More Veterans Caught In Disability Compensation Appeals Backlog, Allsup Reports


VA ClaimVeterans with disabilities in Texas, Florida, California, Georgia and North Carolina are among those facing the longest lines of pending appeals for service-connected disabilities at U.S. Department of Veterans Affairs (VA) Regional Offices, according to an analysis of VA data by Allsup, which provides veterans disability appeals services.

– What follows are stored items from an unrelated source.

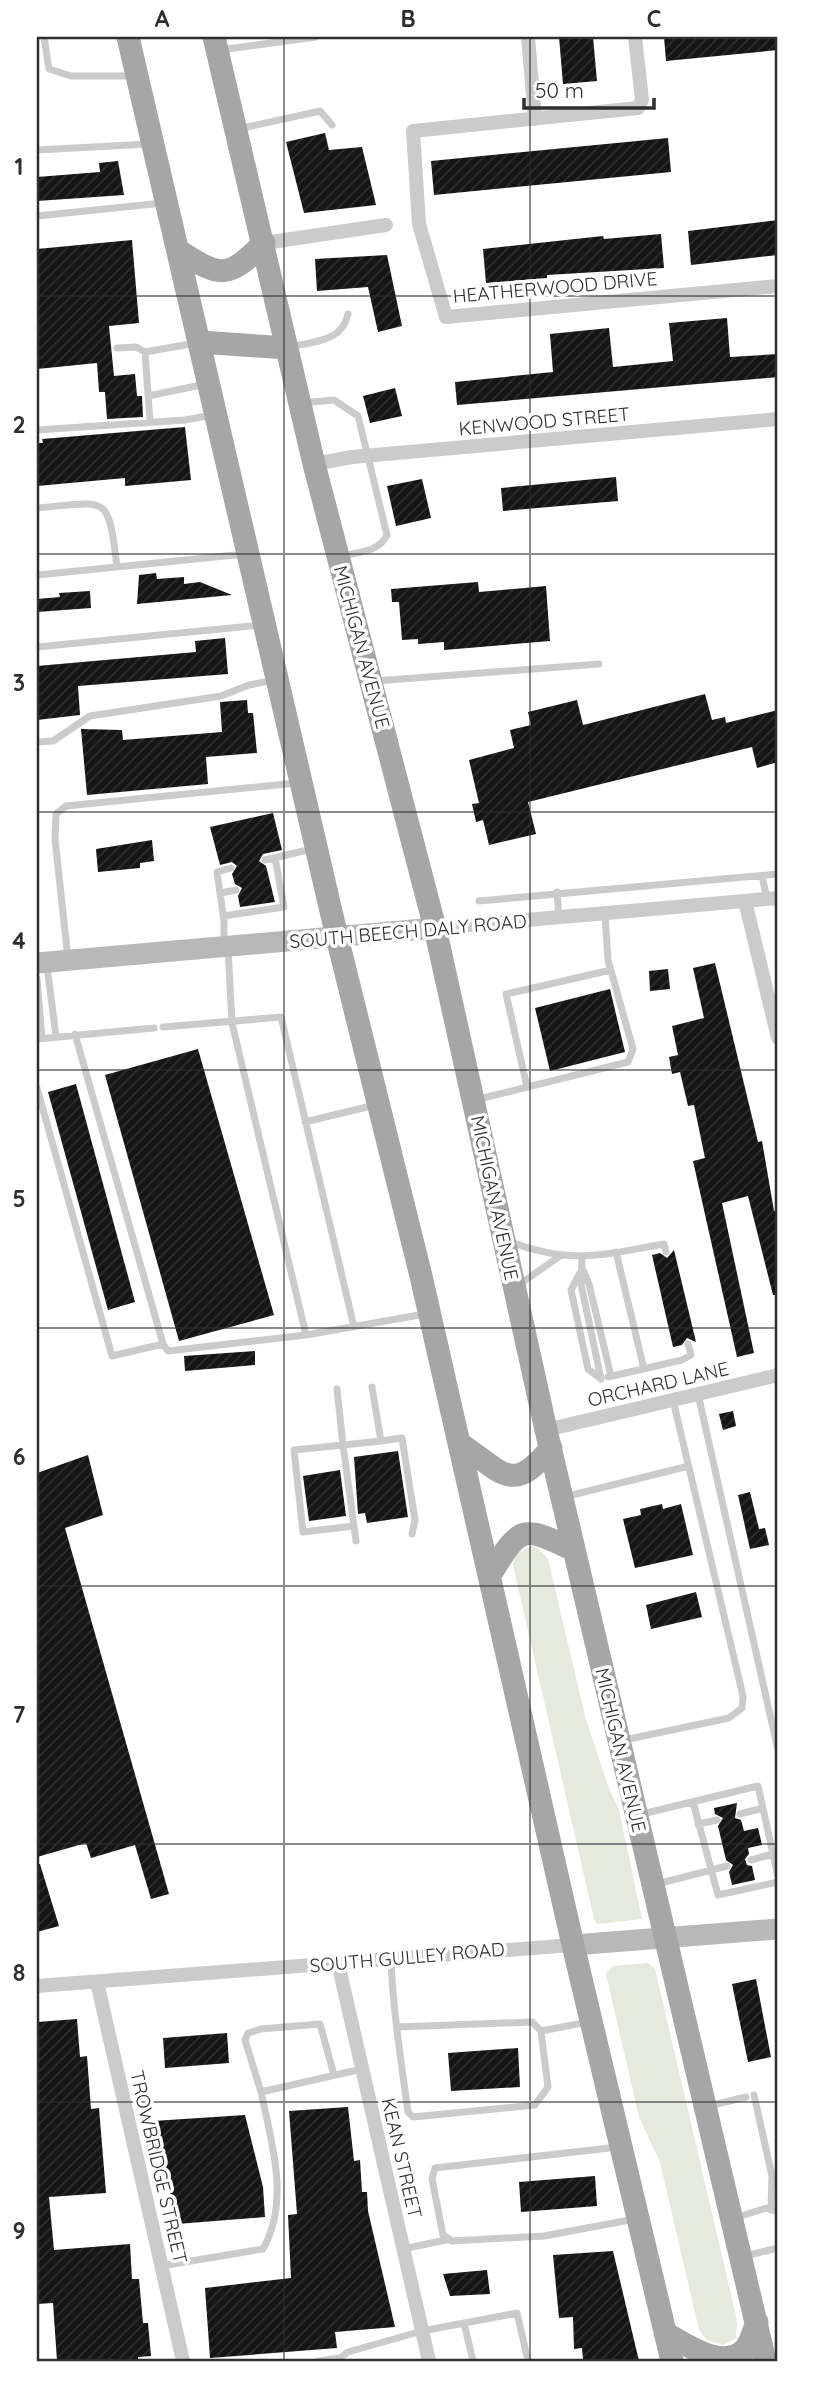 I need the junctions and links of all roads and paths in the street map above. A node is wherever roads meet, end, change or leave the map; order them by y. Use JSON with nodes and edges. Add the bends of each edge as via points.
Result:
{"nodes":[{"id":1,"x":44,"y":37,"type":"edge"},
{"id":2,"x":128,"y":37,"type":"edge"},
{"id":3,"x":316,"y":37,"type":"edge"},
{"id":4,"x":528,"y":37,"type":"edge"},
{"id":5,"x":635,"y":37,"type":"edge"},
{"id":6,"x":216,"y":43,"type":"edge"},
{"id":7,"x":138,"y":76,"type":"junction"},
{"id":8,"x":535,"y":119,"type":"junction"},
{"id":9,"x":332,"y":125,"type":"dead end"},
{"id":10,"x":237,"y":129,"type":"junction"},
{"id":11,"x":153,"y":143,"type":"junction"},
{"id":12,"x":37,"y":150,"type":"edge"},
{"id":13,"x":167,"y":203,"type":"junction"},
{"id":14,"x":37,"y":216,"type":"edge"},
{"id":15,"x":386,"y":225,"type":"dead end"},
{"id":16,"x":264,"y":243,"type":"junction"},
{"id":17,"x":178,"y":251,"type":"junction"},
{"id":18,"x":778,"y":286,"type":"edge"},
{"id":19,"x":348,"y":314,"type":"dead end"},
{"id":20,"x":200,"y":342,"type":"junction"},
{"id":21,"x":117,"y":348,"type":"dead end"},
{"id":22,"x":287,"y":348,"type":"junction"},
{"id":23,"x":145,"y":352,"type":"junction"},
{"id":24,"x":210,"y":383,"type":"junction"},
{"id":25,"x":148,"y":396,"type":"junction"},
{"id":26,"x":300,"y":403,"type":"junction"},
{"id":27,"x":217,"y":415,"type":"junction"},
{"id":28,"x":778,"y":419,"type":"edge"},
{"id":29,"x":150,"y":422,"type":"junction"},
{"id":30,"x":37,"y":430,"type":"edge"},
{"id":31,"x":370,"y":455,"type":"junction"},
{"id":32,"x":314,"y":464,"type":"junction"},
{"id":33,"x":37,"y":508,"type":"edge"},
{"id":34,"x":249,"y":554,"type":"junction"},
{"id":35,"x":338,"y":557,"type":"junction"},
{"id":36,"x":117,"y":567,"type":"junction"},
{"id":37,"x":37,"y":575,"type":"edge"},
{"id":38,"x":265,"y":624,"type":"junction"},
{"id":39,"x":37,"y":647,"type":"edge"},
{"id":40,"x":599,"y":664,"type":"dead end"},
{"id":41,"x":278,"y":680,"type":"junction"},
{"id":42,"x":371,"y":682,"type":"junction"},
{"id":43,"x":37,"y":742,"type":"edge"},
{"id":44,"x":301,"y":782,"type":"junction"},
{"id":45,"x":316,"y":848,"type":"junction"},
{"id":46,"x":275,"y":858,"type":"junction"},
{"id":47,"x":265,"y":860,"type":"dead end"},
{"id":48,"x":231,"y":868,"type":"dead end"},
{"id":49,"x":778,"y":874,"type":"edge"},
{"id":50,"x":762,"y":876,"type":"junction"},
{"id":51,"x":279,"y":878,"type":"junction"},
{"id":52,"x":270,"y":880,"type":"dead end"},
{"id":53,"x":236,"y":890,"type":"dead end"},
{"id":54,"x":557,"y":892,"type":"junction"},
{"id":55,"x":221,"y":893,"type":"junction"},
{"id":56,"x":773,"y":899,"type":"edge"},
{"id":57,"x":479,"y":901,"type":"dead end"},
{"id":58,"x":745,"y":901,"type":"junction"},
{"id":59,"x":605,"y":914,"type":"junction"},
{"id":60,"x":223,"y":916,"type":"junction"},
{"id":61,"x":559,"y":917,"type":"junction"},
{"id":62,"x":435,"y":928,"type":"junction"},
{"id":63,"x":337,"y":937,"type":"junction"},
{"id":64,"x":226,"y":947,"type":"junction"},
{"id":65,"x":47,"y":966,"type":"edge"},
{"id":66,"x":611,"y":970,"type":"junction"},
{"id":67,"x":232,"y":1023,"type":"junction"},
{"id":68,"x":163,"y":1027,"type":"dead end"},
{"id":69,"x":154,"y":1028,"type":"dead end"},
{"id":70,"x":75,"y":1034,"type":"junction"},
{"id":71,"x":56,"y":1036,"type":"junction"},
{"id":72,"x":778,"y":1038,"type":"edge"},
{"id":73,"x":40,"y":1039,"type":"edge"},
{"id":74,"x":527,"y":1087,"type":"junction"},
{"id":75,"x":37,"y":1088,"type":"edge"},
{"id":76,"x":473,"y":1101,"type":"junction"},
{"id":77,"x":379,"y":1105,"type":"junction"},
{"id":78,"x":305,"y":1122,"type":"junction"},
{"id":79,"x":504,"y":1239,"type":"junction"},
{"id":80,"x":617,"y":1252,"type":"junction"},
{"id":81,"x":666,"y":1252,"type":"dead end"},
{"id":82,"x":559,"y":1256,"type":"junction"},
{"id":83,"x":582,"y":1258,"type":"junction"},
{"id":84,"x":582,"y":1270,"type":"junction"},
{"id":85,"x":515,"y":1289,"type":"junction"},
{"id":86,"x":430,"y":1314,"type":"junction"},
{"id":87,"x":355,"y":1327,"type":"junction"},
{"id":88,"x":306,"y":1335,"type":"junction"},
{"id":89,"x":688,"y":1343,"type":"dead end"},
{"id":90,"x":163,"y":1344,"type":"junction"},
{"id":91,"x":644,"y":1369,"type":"junction"},
{"id":92,"x":778,"y":1375,"type":"edge"},
{"id":93,"x":611,"y":1376,"type":"junction"},
{"id":94,"x":372,"y":1387,"type":"dead end"},
{"id":95,"x":337,"y":1390,"type":"dead end"},
{"id":96,"x":698,"y":1394,"type":"junction"},
{"id":97,"x":673,"y":1400,"type":"junction"},
{"id":98,"x":548,"y":1439,"type":"junction"},
{"id":99,"x":381,"y":1441,"type":"junction"},
{"id":100,"x":460,"y":1443,"type":"junction"},
{"id":101,"x":343,"y":1445,"type":"junction"},
{"id":102,"x":689,"y":1466,"type":"junction"},
{"id":103,"x":358,"y":1476,"type":"dead end"},
{"id":104,"x":347,"y":1478,"type":"junction"},
{"id":105,"x":562,"y":1497,"type":"junction"},
{"id":106,"x":362,"y":1499,"type":"dead end"},
{"id":107,"x":351,"y":1502,"type":"junction"},
{"id":108,"x":354,"y":1526,"type":"junction"},
{"id":109,"x":412,"y":1534,"type":"dead end"},
{"id":110,"x":356,"y":1541,"type":"dead end"},
{"id":111,"x":574,"y":1550,"type":"junction"},
{"id":112,"x":490,"y":1575,"type":"junction"},
{"id":113,"x":619,"y":1741,"type":"junction"},
{"id":114,"x":778,"y":1750,"type":"edge"},
{"id":115,"x":693,"y":1802,"type":"junction"},
{"id":116,"x":763,"y":1808,"type":"junction"},
{"id":117,"x":740,"y":1814,"type":"dead end"},
{"id":118,"x":636,"y":1816,"type":"junction"},
{"id":119,"x":717,"y":1820,"type":"dead end"},
{"id":120,"x":698,"y":1824,"type":"junction"},
{"id":121,"x":773,"y":1854,"type":"junction"},
{"id":122,"x":751,"y":1860,"type":"dead end"},
{"id":123,"x":727,"y":1866,"type":"dead end"},
{"id":124,"x":711,"y":1870,"type":"junction"},
{"id":125,"x":778,"y":1877,"type":"edge"},
{"id":126,"x":778,"y":1882,"type":"edge"},
{"id":127,"x":653,"y":1885,"type":"junction"},
{"id":128,"x":778,"y":1929,"type":"edge"},
{"id":129,"x":665,"y":1938,"type":"junction"},
{"id":130,"x":573,"y":1945,"type":"junction"},
{"id":131,"x":390,"y":1959,"type":"junction"},
{"id":132,"x":338,"y":1963,"type":"junction"},
{"id":133,"x":97,"y":1982,"type":"junction"},
{"id":134,"x":37,"y":1986,"type":"edge"},
{"id":135,"x":592,"y":2021,"type":"junction"},
{"id":136,"x":397,"y":2027,"type":"junction"},
{"id":137,"x":541,"y":2031,"type":"junction"},
{"id":138,"x":362,"y":2069,"type":"junction"},
{"id":139,"x":334,"y":2075,"type":"junction"},
{"id":140,"x":261,"y":2092,"type":"junction"},
{"id":141,"x":706,"y":2107,"type":"junction"},
{"id":142,"x":622,"y":2146,"type":"junction"},
{"id":143,"x":772,"y":2176,"type":"junction"},
{"id":144,"x":778,"y":2188,"type":"edge"},
{"id":145,"x":775,"y":2211,"type":"edge"},
{"id":146,"x":639,"y":2218,"type":"junction"},
{"id":147,"x":734,"y":2218,"type":"junction"},
{"id":148,"x":446,"y":2240,"type":"junction"},
{"id":149,"x":778,"y":2248,"type":"edge"},
{"id":150,"x":403,"y":2249,"type":"junction"},
{"id":151,"x":742,"y":2256,"type":"junction"},
{"id":152,"x":161,"y":2266,"type":"junction"},
{"id":153,"x":757,"y":2322,"type":"junction"},
{"id":154,"x":464,"y":2323,"type":"junction"},
{"id":155,"x":422,"y":2331,"type":"junction"},
{"id":156,"x":665,"y":2333,"type":"junction"},
{"id":157,"x":183,"y":2361,"type":"edge"},
{"id":158,"x":318,"y":2361,"type":"edge"},
{"id":159,"x":429,"y":2361,"type":"edge"},
{"id":160,"x":473,"y":2361,"type":"edge"},
{"id":161,"x":528,"y":2361,"type":"edge"},
{"id":162,"x":672,"y":2361,"type":"edge"},
{"id":163,"x":765,"y":2361,"type":"edge"}],
"edges":[{"from":1,"to":7,"type":"lane","via":[[49,69],[71,76]]},
{"from":2,"to":7,"type":"main road"},
{"from":3,"to":6,"type":"lane"},
{"from":4,"to":8,"type":"street"},
{"from":5,"to":8,"type":"street","name":"HEATHERWOOD DRIVE","via":[[642,100],[638,108]]},
{"from":6,"to":10,"type":"main road","name":"MICHIGAN AVENUE"},
{"from":7,"to":11,"type":"main road"},
{"from":8,"to":18,"type":"street","name":"HEATHERWOOD DRIVE","via":[[412,131],[419,224],[446,317]]},
{"from":9,"to":10,"type":"lane","via":[[320,111]]},
{"from":10,"to":16,"type":"main road","name":"MICHIGAN AVENUE"},
{"from":11,"to":12,"type":"lane"},
{"from":11,"to":13,"type":"main road"},
{"from":13,"to":14,"type":"lane"},
{"from":13,"to":17,"type":"main road"},
{"from":15,"to":16,"type":"street"},
{"from":16,"to":17,"type":"main road","via":[[242,266],[231,270],[208,270]]},
{"from":16,"to":22,"type":"main road","name":"MICHIGAN AVENUE"},
{"from":17,"to":20,"type":"main road"},
{"from":19,"to":22,"type":"lane","via":[[344,330],[337,335]]},
{"from":20,"to":22,"type":"main road"},
{"from":20,"to":23,"type":"lane"},
{"from":20,"to":24,"type":"main road"},
{"from":21,"to":23,"type":"lane","via":[[136,347]]},
{"from":22,"to":26,"type":"main road","name":"MICHIGAN AVENUE"},
{"from":23,"to":25,"type":"lane"},
{"from":24,"to":25,"type":"lane"},
{"from":24,"to":27,"type":"main road"},
{"from":25,"to":29,"type":"lane"},
{"from":26,"to":31,"type":"lane","via":[[334,400],[358,416]]},
{"from":26,"to":32,"type":"main road","name":"MICHIGAN AVENUE"},
{"from":27,"to":29,"type":"lane"},
{"from":27,"to":34,"type":"main road"},
{"from":28,"to":31,"type":"street","name":"KENWOOD STREET"},
{"from":29,"to":30,"type":"lane"},
{"from":31,"to":32,"type":"street","name":"KENWOOD STREET"},
{"from":31,"to":35,"type":"lane","via":[[387,535],[374,548]]},
{"from":32,"to":35,"type":"main road","name":"MICHIGAN AVENUE"},
{"from":33,"to":36,"type":"lane","via":[[94,503],[107,510]]},
{"from":34,"to":36,"type":"lane"},
{"from":34,"to":38,"type":"main road"},
{"from":35,"to":42,"type":"main road","name":"MICHIGAN AVENUE"},
{"from":36,"to":37,"type":"lane"},
{"from":38,"to":39,"type":"lane"},
{"from":38,"to":41,"type":"main road"},
{"from":40,"to":42,"type":"lane"},
{"from":41,"to":43,"type":"lane","via":[[220,696],[90,716],[53,741]]},
{"from":41,"to":44,"type":"main road"},
{"from":42,"to":62,"type":"main road","name":"MICHIGAN AVENUE"},
{"from":44,"to":45,"type":"main road"},
{"from":44,"to":65,"type":"lane","via":[[66,806],[56,814]]},
{"from":45,"to":46,"type":"lane"},
{"from":45,"to":63,"type":"main road"},
{"from":46,"to":47,"type":"lane"},
{"from":46,"to":51,"type":"lane"},
{"from":48,"to":55,"type":"lane","via":[[217,872]]},
{"from":49,"to":50,"type":"lane"},
{"from":50,"to":54,"type":"lane"},
{"from":50,"to":56,"type":"lane"},
{"from":51,"to":52,"type":"lane"},
{"from":51,"to":60,"type":"lane","via":[[284,907]]},
{"from":53,"to":55,"type":"lane"},
{"from":54,"to":57,"type":"lane"},
{"from":54,"to":61,"type":"lane"},
{"from":55,"to":60,"type":"lane"},
{"from":56,"to":58,"type":"street","name":"SOUTH BEECH DALY ROAD"},
{"from":58,"to":59,"type":"street","name":"SOUTH BEECH DALY ROAD"},
{"from":58,"to":72,"type":"street"},
{"from":59,"to":61,"type":"street","name":"SOUTH BEECH DALY ROAD"},
{"from":59,"to":66,"type":"lane"},
{"from":60,"to":64,"type":"lane"},
{"from":61,"to":62,"type":"street","name":"SOUTH BEECH DALY ROAD"},
{"from":62,"to":63,"type":"main road","name":"SOUTH BEECH DALY ROAD"},
{"from":62,"to":76,"type":"main road","name":"MICHIGAN AVENUE"},
{"from":63,"to":64,"type":"main road","name":"SOUTH BEECH DALY ROAD"},
{"from":63,"to":77,"type":"main road"},
{"from":64,"to":65,"type":"main road","name":"SOUTH BEECH DALY ROAD"},
{"from":64,"to":67,"type":"lane"},
{"from":65,"to":71,"type":"lane"},
{"from":65,"to":73,"type":"lane"},
{"from":66,"to":74,"type":"lane","via":[[633,1049],[628,1062]]},
{"from":66,"to":74,"type":"lane","via":[[506,994]]},
{"from":67,"to":68,"type":"lane"},
{"from":67,"to":78,"type":"lane","via":[[281,1017]]},
{"from":67,"to":88,"type":"lane"},
{"from":69,"to":70,"type":"lane"},
{"from":70,"to":71,"type":"lane"},
{"from":70,"to":90,"type":"lane"},
{"from":71,"to":73,"type":"lane"},
{"from":74,"to":76,"type":"lane"},
{"from":75,"to":90,"type":"lane","via":[[112,1356]]},
{"from":76,"to":79,"type":"main road","name":"MICHIGAN AVENUE"},
{"from":77,"to":78,"type":"lane"},
{"from":77,"to":86,"type":"main road"},
{"from":78,"to":87,"type":"lane"},
{"from":79,"to":82,"type":"lane"},
{"from":79,"to":85,"type":"main road","name":"MICHIGAN AVENUE"},
{"from":80,"to":81,"type":"lane","via":[[664,1244]]},
{"from":80,"to":83,"type":"lane"},
{"from":80,"to":91,"type":"lane"},
{"from":82,"to":83,"type":"lane"},
{"from":82,"to":85,"type":"lane"},
{"from":83,"to":84,"type":"lane"},
{"from":84,"to":93,"type":"lane"},
{"from":84,"to":93,"type":"lane","via":[[601,1379]]},
{"from":85,"to":98,"type":"main road","name":"MICHIGAN AVENUE"},
{"from":86,"to":87,"type":"lane"},
{"from":86,"to":100,"type":"main road"},
{"from":87,"to":88,"type":"lane"},
{"from":88,"to":90,"type":"lane","via":[[168,1351]]},
{"from":89,"to":91,"type":"lane","via":[[691,1354],[682,1360]]},
{"from":91,"to":93,"type":"lane"},
{"from":92,"to":96,"type":"street","name":"ORCHARD LANE"},
{"from":94,"to":99,"type":"lane"},
{"from":95,"to":101,"type":"lane"},
{"from":96,"to":97,"type":"street","name":"ORCHARD LANE"},
{"from":96,"to":114,"type":"lane"},
{"from":97,"to":98,"type":"street","name":"ORCHARD LANE"},
{"from":97,"to":102,"type":"lane"},
{"from":98,"to":100,"type":"main road","via":[[531,1472],[516,1476],[503,1474]]},
{"from":98,"to":105,"type":"main road","name":"MICHIGAN AVENUE"},
{"from":99,"to":101,"type":"lane"},
{"from":99,"to":109,"type":"lane","via":[[402,1438],[415,1520]]},
{"from":100,"to":112,"type":"main road"},
{"from":101,"to":104,"type":"lane"},
{"from":101,"to":108,"type":"lane","via":[[294,1450],[303,1532]]},
{"from":102,"to":105,"type":"lane"},
{"from":102,"to":113,"type":"lane","via":[[743,1696],[742,1708],[729,1718]]},
{"from":103,"to":104,"type":"lane"},
{"from":104,"to":107,"type":"lane"},
{"from":105,"to":111,"type":"main road","name":"MICHIGAN AVENUE"},
{"from":106,"to":107,"type":"lane"},
{"from":107,"to":108,"type":"lane"},
{"from":108,"to":110,"type":"lane"},
{"from":111,"to":112,"type":"main road","via":[[531,1531],[520,1534]]},
{"from":111,"to":113,"type":"main road","name":"MICHIGAN AVENUE"},
{"from":112,"to":130,"type":"main road"},
{"from":113,"to":118,"type":"main road","name":"MICHIGAN AVENUE"},
{"from":115,"to":116,"type":"lane","via":[[758,1786]]},
{"from":115,"to":118,"type":"lane"},
{"from":115,"to":120,"type":"lane"},
{"from":116,"to":117,"type":"lane"},
{"from":116,"to":121,"type":"lane"},
{"from":118,"to":127,"type":"main road","name":"MICHIGAN AVENUE"},
{"from":119,"to":120,"type":"lane"},
{"from":120,"to":124,"type":"lane"},
{"from":121,"to":122,"type":"lane"},
{"from":121,"to":125,"type":"lane"},
{"from":123,"to":124,"type":"lane"},
{"from":124,"to":126,"type":"lane","via":[[718,1895]]},
{"from":124,"to":127,"type":"lane"},
{"from":127,"to":129,"type":"main road","name":"MICHIGAN AVENUE"},
{"from":128,"to":129,"type":"main road","name":"SOUTH GULLEY ROAD"},
{"from":129,"to":130,"type":"main road","name":"SOUTH GULLEY ROAD"},
{"from":129,"to":141,"type":"main road","name":"MICHIGAN AVENUE"},
{"from":130,"to":131,"type":"street","name":"SOUTH GULLEY ROAD"},
{"from":130,"to":135,"type":"main road"},
{"from":131,"to":132,"type":"street","name":"SOUTH GULLEY ROAD"},
{"from":131,"to":136,"type":"lane"},
{"from":132,"to":133,"type":"street","name":"SOUTH GULLEY ROAD"},
{"from":132,"to":138,"type":"street","name":"KEAN STREET"},
{"from":133,"to":134,"type":"street","name":"SOUTH GULLEY ROAD"},
{"from":133,"to":152,"type":"street","name":"TROWBRIDGE STREET"},
{"from":135,"to":137,"type":"lane"},
{"from":135,"to":142,"type":"main road"},
{"from":136,"to":137,"type":"lane","via":[[532,2022]]},
{"from":136,"to":137,"type":"lane","via":[[408,2112],[414,2117],[535,2105],[548,2087]]},
{"from":138,"to":139,"type":"lane"},
{"from":138,"to":150,"type":"street","name":"KEAN STREET"},
{"from":139,"to":140,"type":"lane"},
{"from":139,"to":140,"type":"lane","via":[[320,2024],[261,2029],[248,2033],[245,2040]]},
{"from":140,"to":152,"type":"lane","via":[[275,2167],[278,2200],[274,2230],[263,2249]]},
{"from":141,"to":143,"type":"lane","via":[[750,2096]]},
{"from":141,"to":147,"type":"main road","name":"MICHIGAN AVENUE"},
{"from":142,"to":146,"type":"main road"},
{"from":142,"to":148,"type":"lane","via":[[435,2168],[432,2179]]},
{"from":143,"to":144,"type":"lane"},
{"from":143,"to":145,"type":"lane"},
{"from":145,"to":147,"type":"lane"},
{"from":146,"to":148,"type":"lane","via":[[544,2236]]},
{"from":146,"to":156,"type":"main road"},
{"from":147,"to":151,"type":"main road","name":"MICHIGAN AVENUE"},
{"from":148,"to":150,"type":"lane"},
{"from":149,"to":151,"type":"lane"},
{"from":150,"to":155,"type":"street","name":"KEAN STREET"},
{"from":151,"to":153,"type":"main road","name":"MICHIGAN AVENUE"},
{"from":152,"to":157,"type":"street","name":"TROWBRIDGE STREET"},
{"from":153,"to":156,"type":"main road","via":[[746,2347],[736,2355],[722,2357],[708,2356]]},
{"from":153,"to":163,"type":"main road","name":"MICHIGAN AVENUE"},
{"from":154,"to":155,"type":"lane"},
{"from":154,"to":160,"type":"lane"},
{"from":154,"to":161,"type":"lane","via":[[517,2313]]},
{"from":155,"to":158,"type":"lane"},
{"from":155,"to":159,"type":"street","name":"KEAN STREET"},
{"from":156,"to":162,"type":"main road"}]}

In the shadow of Veterans Day observances, this data highlights the ongoing challenge for veterans seeking compensation for impairments and injuries incurred through service to the country. The report by Allsup finds that certain VA offices have a much longer line of veterans waiting for their disability compensation appeals to be heard. Nationwide, more than 253,000 veterans are waiting for their disability compensation appeals to be adjudicated. Allsup found the VA Regional Offices (ROs) with the most service-connected disability claims pending at the appeals level are:
1.    St. Petersburg, Fla. – 22,581
2.    Houston – 16,725
3.    Atlanta – 14,334
4.    Waco, Texas – 14,268
5.    Winston-Salem, N.C. – 11,327
6.    Montgomery, Ala. – 11,014
7.    Cleveland – 9,647
8.    Roanoke, Va. – 8,169
9.    Oakland, Calif. – 7,750
10.    Columbia, S.C. – 7,378
By state, Texas has the most with 30,993 appeals pending at two ROs, followed by Florida, 22,581; California, 17,134 (at three ROs); Georgia, 14,334; and North Carolina, 11,327. (Find the complete Veterans Disability Compensation Appeals Backlog report at:
Analysis by Allsup shows veterans disability compensation claims pending at the appeals level have increased by more than 78 percent since 2008. The increase of claims pending has grown an average of nearly 12.5 percent per year, with the largest jump—more than 21 percent—between 2009 and 2010.
Veterans appealing their compensation claims face multiple steps in the appeals process. The average wait was 270 days in fiscal year 2012 to receive another decision on their claim, reported by the VA as time between the filing of the Notice of Disagreement to the receipt of the Statement of the Case. At the next level—the Board of Veterans’ Appeals—the average wait from filing to disposition is 1,040 days for FY 2012. It can take some veterans up to five years to see their compensation claims resolved.
“It’s important that veterans understand that the appeals backlog continues to grow,” explained Brett Buchanan, an Army veteran and VA-accredited claims agent at the Allsup Veterans Disability Appeal ServiceSM. “This means that if their decision was denied or remanded, they could be in for a long wait if they appeal, and they may need to get help from a VA-accredited claims agent who has experience navigating the difficult VA disability process.”
Ten Tips for the Veterans Disability Claims Backlog
Earlier this year, the VA announced a plan to expedite final and provisional decisions to reduce the backlog of disability compensation claims. They reported some progress this summer. Currently, the VA’s backlog stands at more than 700,000 claims pending at the initial adjudicatory stage, prior to reaching the appeals level.
With the partial federal government shutdown in October, the VA reported it anticipated delays in these activities and the potential to lose ground on progress made for veterans. “Despite these obstacles, the VA continues to work aggressively to reduce the claims backlog. But it still means long waits for veterans who are appealing their decisions,” Buchanan said.